#TLT16: Workshop 3

Toby French on “Marking and assessment are not the same”.

Why do we think marking is so important?

  • We care. Read what students are writing, but it isn’t always necessary to mark all of it.
  • CCTV for senior leaders – but like a CCTV camera, this shows only some things, not all.
  • We’re in a terrible marriage. Apparently Didau has now changed his opinion on his “Marking is an act of love” catchphrase (for the record, I haven’t) – it’s a loveless marriage. We are trapped by it.
  • We talk about marking: it is part of our everyday teaching chatter.

Marking takes a huge amount of time. It over-complicates teaching. It’s too much about making evidence for the teacher and often confused with feedback.

We discuss the different between marking and feedback amongst ourselves. I mention that I gave up marking classwork as a matter of course a few years ago, with no discernible negative impact, but that it feels odd to be doing this in my new school because the students are expecting it.

Other responses: it’s a territorial pissing contest. One says verbal feedback has to be recorded on the VLE for parents to see it. Toby shares details of a marking scrutiny that he has experienced, that was followed up with a league table of staff, published to all staff.

Who are we marking for?

Toby asks us to discuss what we should do before to ensure students do the work better to start with:
1. Add comments from a piece of work to a spreadsheet and display next time you set the task.
2. Set success criteria with the students (very TEEP).
3. Have a checklist of the key things needed in a piece of work and have them tick them off as they do them.
4. Have pre-agreed expectations and refuse to mark a piece until those are met.
5. ‘What’s wrong with this?’ – write WWWT? next to the work: students have to figure out the answer.
6. Live modelling an answer.

(I missed a couple of these, sorry).

Toby suggests:

  • Modelling
  • Scaffolding – ask a series of questions to help students move themselves on; occasional sentence starters or key words (thinking of Rich Kennet’s ‘This is not surprising’ in sourcework)
  • Common misconceptions
  • Pre-editing
  • Pre-highlighting – ‘I hope you’ve mentioned xyz…’ before they hand it in.

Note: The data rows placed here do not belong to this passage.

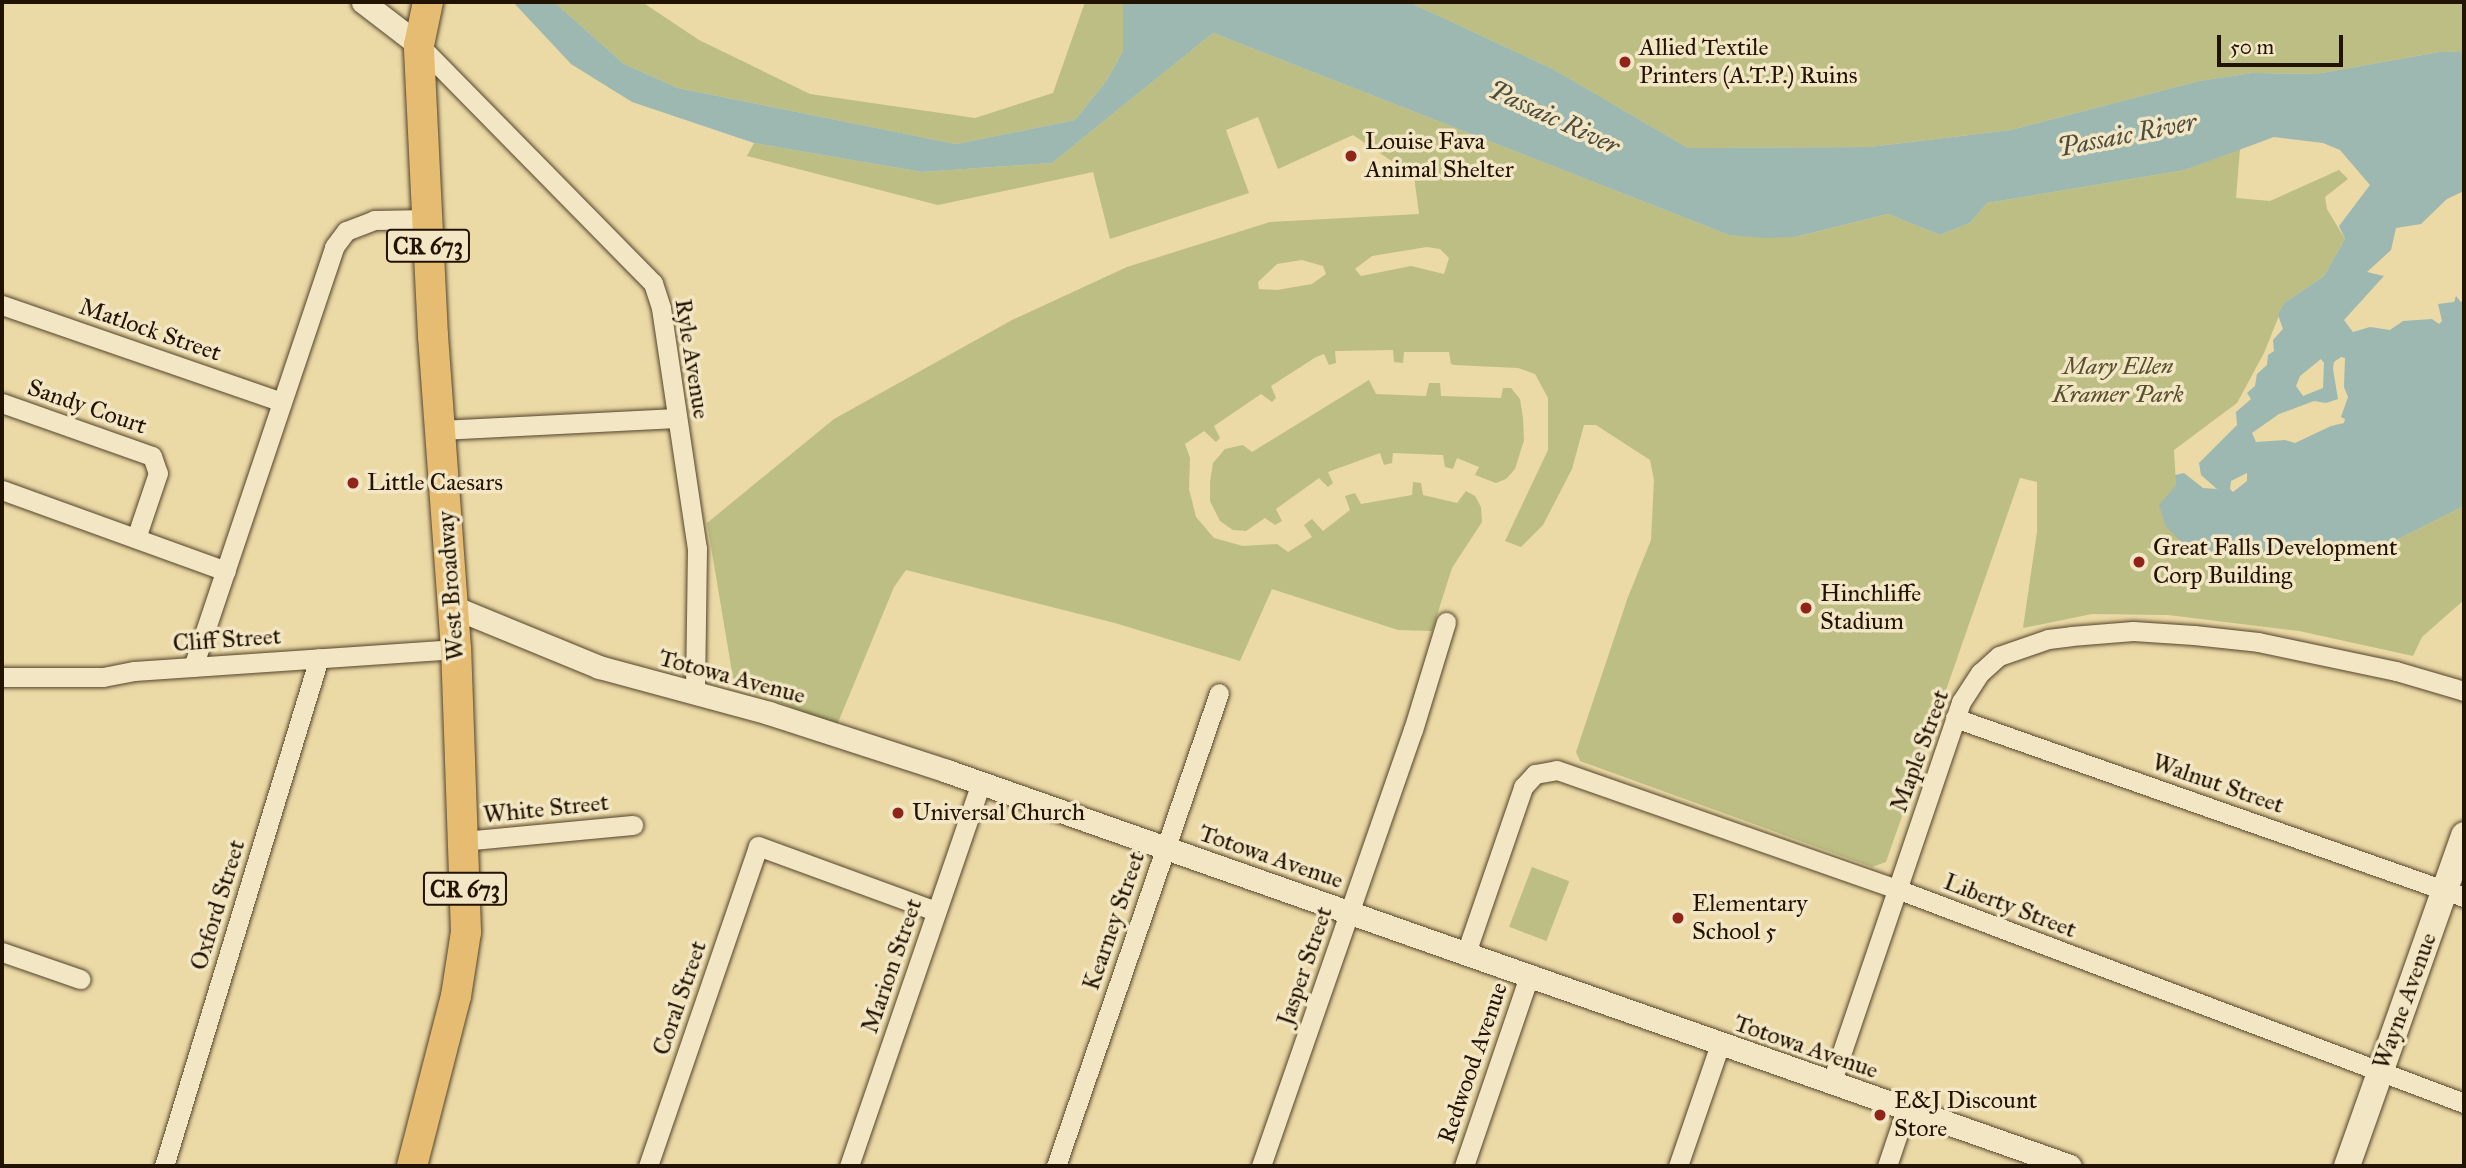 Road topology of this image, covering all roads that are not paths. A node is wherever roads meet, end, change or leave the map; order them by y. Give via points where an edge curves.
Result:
1 (363, 2) edge
2 (428, 2) edge
3 (419, 45) junction
4 (427, 219) junction
5 (2, 305) edge
6 (282, 402) junction
7 (2, 403) edge
8 (677, 418) junction
9 (440, 430) junction
10 (2, 490) edge
11 (136, 538) junction
12 (226, 571) junction
13 (453, 607) junction
14 (1446, 622) dead end
15 (456, 649) junction
16 (319, 658) junction
17 (193, 667) junction
18 (2, 677) edge
19 (2464, 691) edge
20 (695, 693) junction
21 (1219, 693) dead end
22 (1955, 718) junction
23 (981, 783) junction
24 (633, 825) dead end
25 (2464, 835) edge
26 (463, 842) junction
27 (1166, 848) junction
28 (1897, 889) junction
29 (2454, 894) edge
30 (936, 911) junction
31 (1349, 912) junction
32 (2, 952) edge
33 (1466, 953) junction
34 (1529, 976) junction
35 (80, 979) dead end
36 (1720, 1044) junction
37 (2380, 1072) junction
38 (1831, 1084) junction
39 (2464, 1103) edge
40 (1906, 1110) junction
41 (164, 1166) edge
42 (412, 1166) edge
43 (648, 1166) edge
44 (849, 1166) edge
45 (1056, 1166) edge
46 (1261, 1166) edge
47 (1464, 1166) edge
48 (1678, 1166) edge
49 (1887, 1166) edge
50 (2070, 1166) edge
51 (2347, 1166) edge

1 - 3 street
2 - 3 main road, West Broadway
3 - 4 main road, West Broadway / CR 673
3 - 8 street, Ryle Avenue via 653,283
4 - 6 street via 374,220 340,237
4 - 9 main road, West Broadway / CR 673
5 - 6 street, Matlock Street
6 - 12 street
7 - 11 street, Sandy Court via 152,456 158,473
8 - 9 street
8 - 20 street, Ryle Avenue via 697,548
9 - 13 main road, West Broadway / CR 673
10 - 11 street
11 - 12 street
12 - 17 street
13 - 15 main road, West Broadway / CR 673
13 - 20 street, Totowa Avenue via 599,667
14 - 31 street, Jasper Street
15 - 16 street, Cliff Street
15 - 26 main road, West Broadway / CR 673
16 - 17 street, Cliff Street
16 - 41 street, Oxford Street
17 - 18 street, Cliff Street via 94,677
19 - 22 street, Maple Street via 2396,671 2258,642 2133,631 2048,639 1999,656 1970,685
20 - 23 street, Totowa Avenue
21 - 27 street, Kearney Street
22 - 28 street, Maple Street
22 - 29 street, Walnut Street
23 - 27 street, Totowa Avenue
23 - 30 street, Marion Street
24 - 26 street, White Street
25 - 29 main road, Wayne Avenue
26 - 42 main road, West Broadway / CR 673 via 463,957
27 - 31 street, Totowa Avenue
27 - 45 street, Kearney Street
28 - 33 street, Liberty Street via 1557,770 1535,774 1523,788
28 - 37 street, Liberty Street
28 - 38 street, Maple Street
29 - 37 main road, Wayne Avenue
30 - 43 street, Coral Street via 758,846
30 - 44 street, Marion Street
31 - 33 street, Totowa Avenue
31 - 46 street, Jasper Street
32 - 35 street
33 - 34 street, Totowa Avenue
34 - 36 street, Totowa Avenue
34 - 47 street, Redwood Avenue
36 - 38 street, Totowa Avenue
36 - 48 street
37 - 39 street, Liberty Street
37 - 51 main road, Wayne Avenue
38 - 40 street, Totowa Avenue
40 - 49 street
40 - 50 street, Totowa Avenue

What does Toby mean by feedback? It’s teaching: wandering the room and giving them prompts and help; asking the right questions; facilitating their discussion.

A practical tip: if you start with a lesson question have three colour coded answers on the board at the end of the lesson and ask students to choose one and display the corresponding page in their planner.

Another one: Toby’s take on dot marking – a red dot means you do the blue target, a blue dot means you do the green target and so on. At the top of the ladder you get a written target. This would solve the problem I have with coloured dot marking: once students (think they have) finished their target, they don’t know how to improve further. My coloured dots are a bit more bespoke because they cover content and skill but it would be good to think of a way to combine these things.

Whole class marking: there are several people writing about this at the moment.

How can you promote this? Show its efficacy in your own subject: build a system and show how well it works.
Don’t …

  • Create a whole school marking policy (wince…my successful trial of doing DIRT with a purple pen led to a whole school policy that was firmly laid at my  door when my old HoD did my leaving speech in July. In my defence, I never advocated it for outside of Hums. Sometimes these things just seem to take on a life of their own.)
  • Create more work for anyone.
  • Ask students about marking.
  • Think you care more than others.
  • Think you don’t care as much as others.